Des descendants de savants et de médecins, le plus souvent juifs, privés par les nazis de leurs doctorats, ont assisté jeudi à Wroclaw à une cérémonie de rétablissement de leurs titres universitaires, a-t-on appris auprès de l’université de cette ville aujourd’hui polonaise.

En présence des autorités municipales, les recteurs des universités de Wroclaw et de Cologne, les professeurs Marek Bojarski et Axel Freimuth, ont signé une déclaration solennelle à cet effet, concernant 262 diplômés de l’ancienne Breslau allemande et proclamant « nulles et non avenues » les mesures prises sous la pression des nazis dans les années 1930.

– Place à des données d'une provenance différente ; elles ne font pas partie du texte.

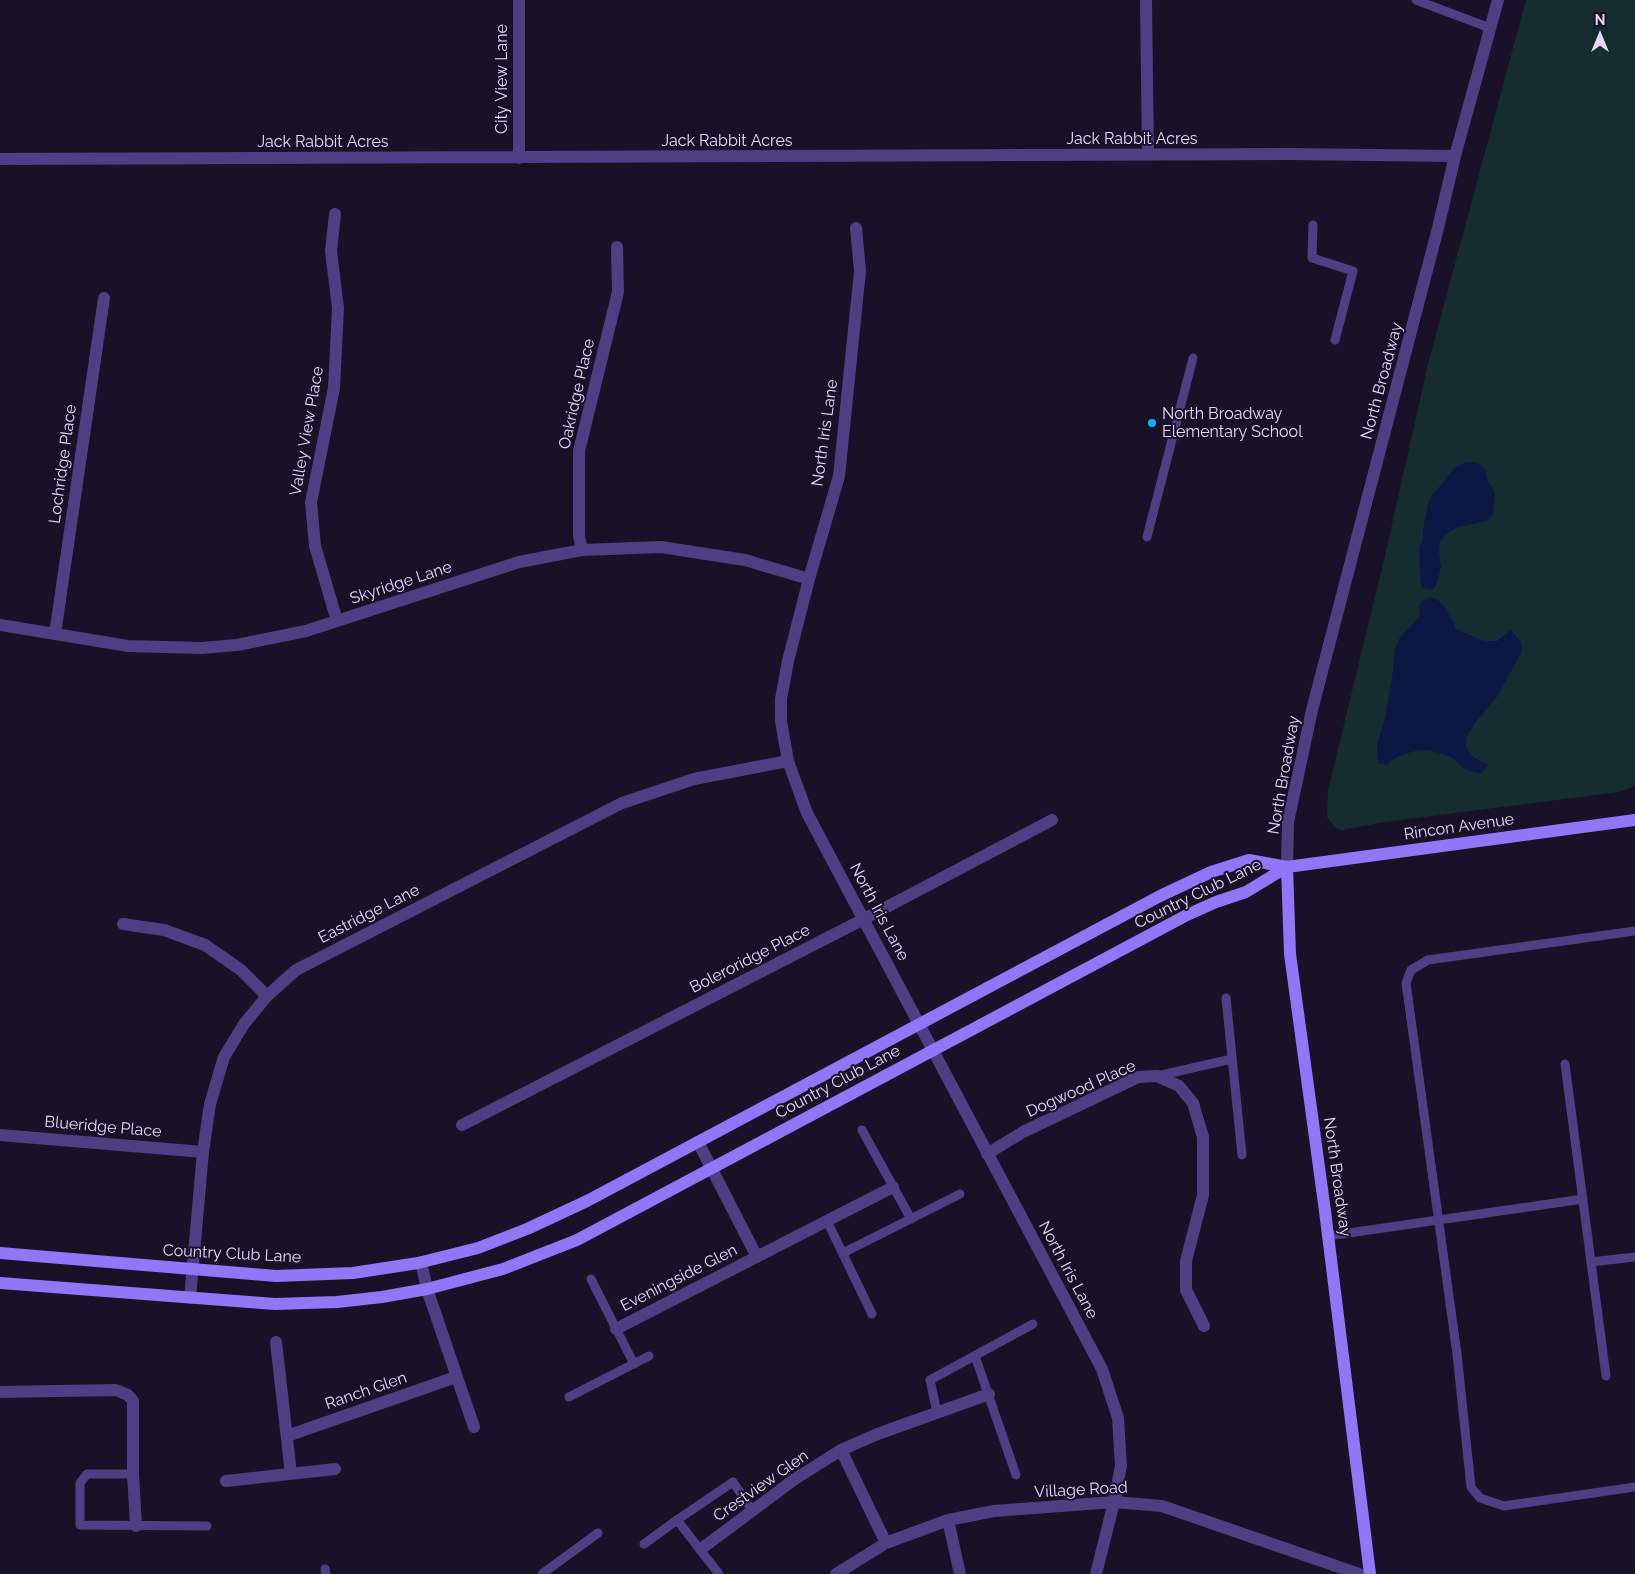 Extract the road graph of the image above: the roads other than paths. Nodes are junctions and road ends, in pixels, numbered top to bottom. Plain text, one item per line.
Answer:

Ils ne pouvaient pas les annuler de jure, car elles avaient été le fait de la Schlesische Friedrich-Wilhelms Universität zu Breslau, « dont leurs établissements ne sont pas les héritiers », a indiqué à l’AFP le porte-parole de l’Université de Wroclaw, Jacek Przygodzki.

Les hommes et les femmes victimes de cette discrimination ont pour la plupart émigré aux Etats-Unis, en France ou en Grande-Bretagne, et certains ont poursuivi de brillantes carrières universitaires.

Plusieurs descendants des anciens diplômés ont participé à la cérémonie, dont Beatrice Greif, la fille d’un couple de médecins, Elfriede et Karl Danzinger, venue de Tel Aviv avec son fils, l’historien de l’Holocauste Gideon Greif.

L’Université de Cologne avait pris en charge les étudiants et les enseignants de Breslau quand cette ville était devenue polonaise à la fin de la Deuxième guerre mondiale, en 1945.